LOVE IN A SNOW SQUALL

On Sunday I offered incense marking the memorial of someone I met many years ago.

He was a Polish priest or monk, can’t remember which, by the name of Fr. Jan Bereza and I met him at our first or second bearing witness retreat at the Auschwitz-Birkenau extermination camps. My memory is bad, it more and more doubles as imagination, but in that memory I see him wearing black. I remember him in a monk’s black robes—perhaps he led a mass there—and also in jeans and a black sweater when he wasn’t being official.

I recall how moved and shaken he was by the retreat, by the international gathering in that place, and how much he spoke to the need for interfaith dialogue and understanding. This in a country whose Catholic establishment continues to be highly conservative, no fans of Pope Francis, and with lots of anti-Semitism still deeply entrenched. Jan (he asked me not to call him by his title) died soon afterwards from cancer, more than two decades ago, but I continue to remember his humility, how earnestly he tried to share his understanding and feelings in fledgling English.

I often feel embarrassed when others try to use whatever little English they have to communicate from their heart while I can’t speak any of their language at all.

Many people who participated in that first retreat in 1996 have died, but for some reason I’ve kept the date of his death in my calendar all this time because of how he moved me in only one or two encounters. Moved me, as in: created movement. Something happened, some small vein of energy burst forth and affected, and continues to affect, my life.

Yesterday was the day of his memorial even as I don’t know what year he died.

Why do I light incense in such situations? A few reasons, but one is that it’s my way of participating in the timelessness of things. Another way of saying that is that I remember the past, but that’s not really it. For one thing, as I said above, my memory more and more becomes imagination—like Proust maybe, without the talent. And secondly, because there is no past, just timelessness in which everything is now. And since now changes quicker than I can say the word, I’d say that everything is a fluid now.

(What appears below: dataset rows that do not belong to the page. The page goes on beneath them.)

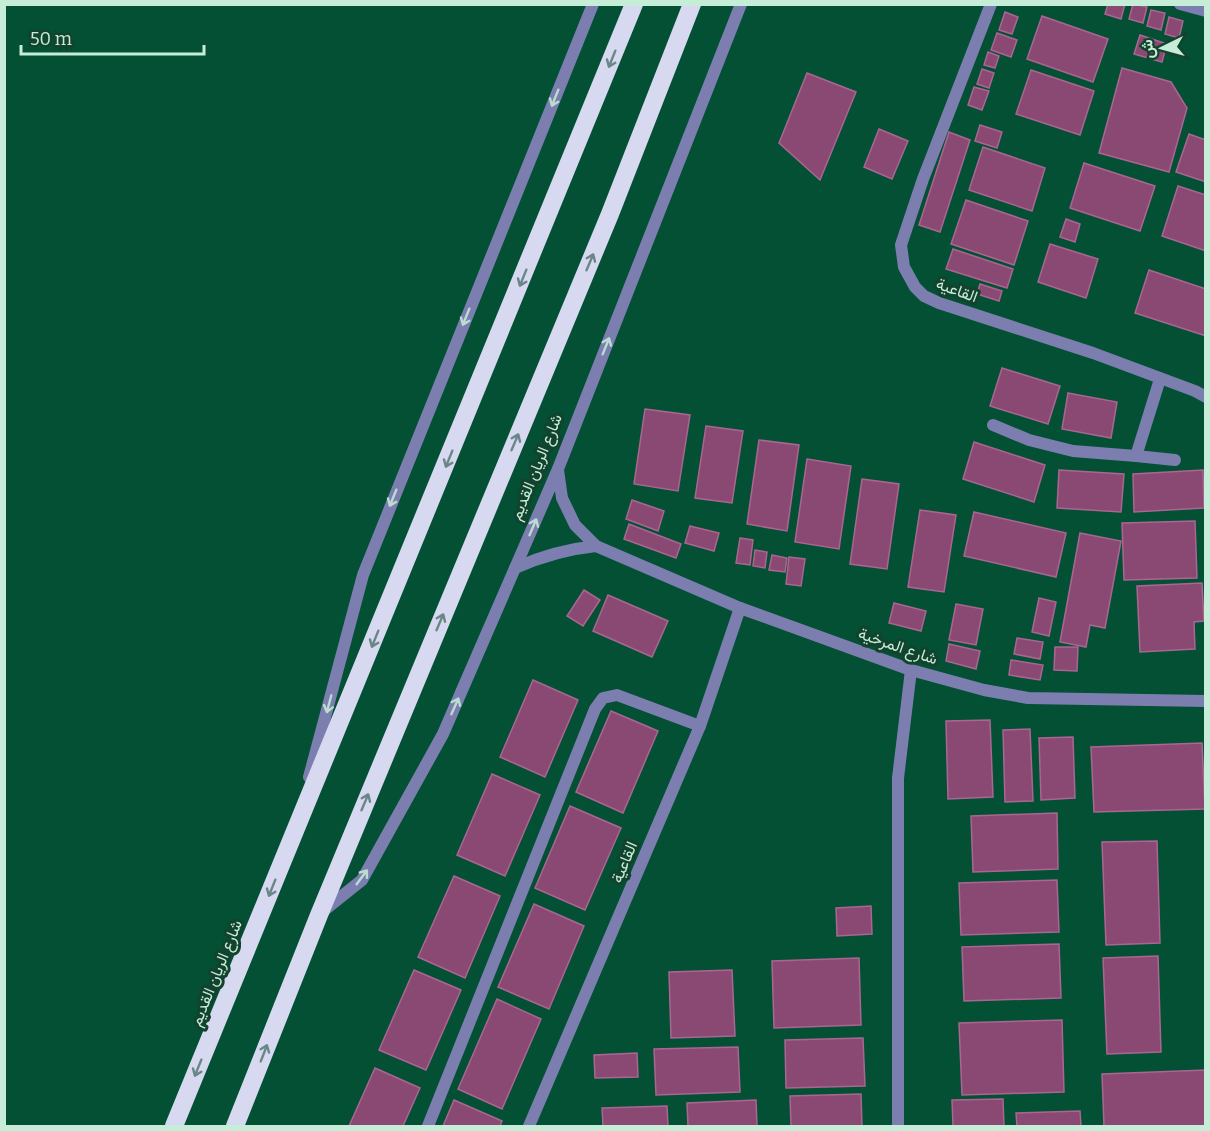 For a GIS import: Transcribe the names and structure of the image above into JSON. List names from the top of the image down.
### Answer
{
  "streets": {
    "highway": ["شارع الريان القديم"],
    "street": ["القاعية", "شارع المرخية"]
  },
  "crossings": [
    ["القاعية", "شارع المرخية"],
    ["شارع الريان القديم", "شارع المرخية"]
  ],
  "scale_bar": "50 m",
  "north": "left"
} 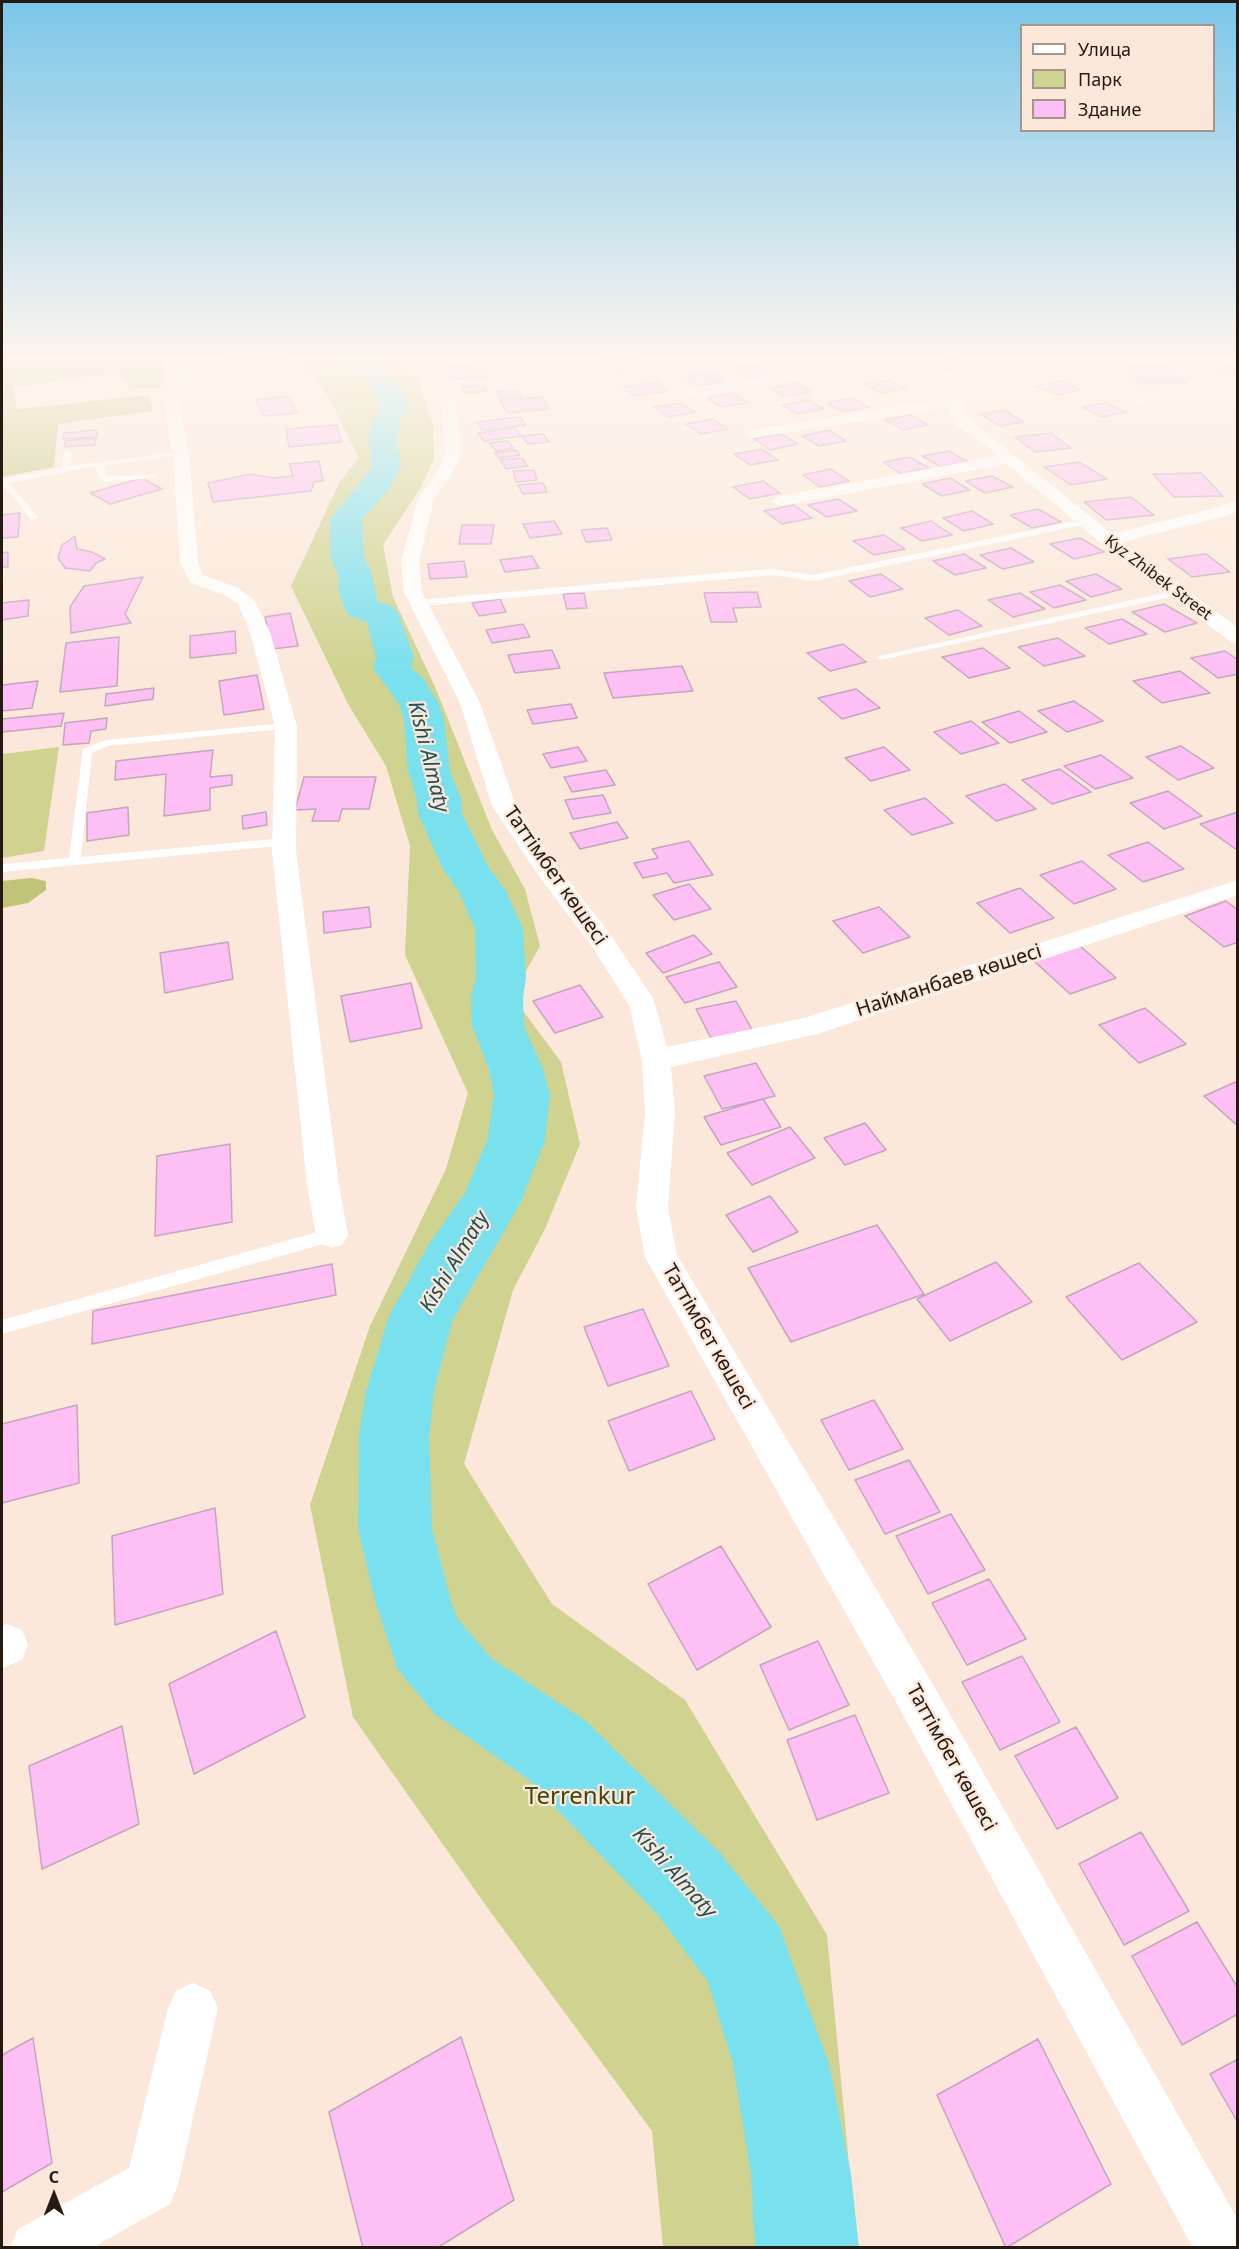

My unliberated brain of course says otherwise, and that’s fine, it shows I’m not senile yet, but I am deeply aware that time and space are unhindered by any ideas I have of them. Things are here and now, and if I don’t experience them that way it only reflects the narrowness of my experience (and the limits of my senses, which are the tools through which I experience things) rather than the truth of their existence.

Somewhere deep inside me I feel a dimension of meaning and meaningfulness that has nothing to do with any stories in my mind.

We had a snow squall the other day. One moment it was blue and sunny, very cold, and the next moment everything turned gray, and then white. You could hardly see anything through the window. A maelstrom of wind and snow passed through, and as I watched, two things came to my mind: I hope Lori is okay with Henry. She’d just driven away to take him for a walk in face of phone alerts about a squall, but I knew their walks are short, not far from their car. The second was: I should email Jeff Bridges and tell him that this reminds me of his very fine movie, White Squall, that he made years ago about such a phenomenon.

But the point is that even as these little scripts appeared in my mind, I was aware of something else entirely, a mutual reaching out, a recognition shared by the tiny snow particles, the massive wind, the shaking glass window, the waving trees, and me. Even as words wrote themselves out in my brain: Lori, Jeff, alerts, squall, something else was coming at me and I was responding with no consciousness on my part, just looking out the window.

Thinking about things is just skimming the surface. I do my meditation daily, other practices, too. But in the middle of the day I come to a stop sometimes, my gaze held by a deep wine-colored rose that is slowly dying and drying up. Only it doesn’t feel dead to me at all.

Or seeing tracks on the snow the squall left and feeling that they’re as remarkable and eternal as tracks imprinted on rocks found by archeologists from millennia ago. The mind pleasantly patters on, teliing me they were made by critters or dogs or even hopping birds, all going after food, but another sense, having nothing to do with identification or a story of what happened or who/what did this, tells me these are as timeless as the teeth of mastodons.

People ask at times where is love in Zen, where is it in Buddhism. For me, it’s everywhere in this practice. It’s in the sense of infinity taking your form, so how can’t it love you? Or the form of a snowflake, or the bluster of wind, or the woman looking out the window.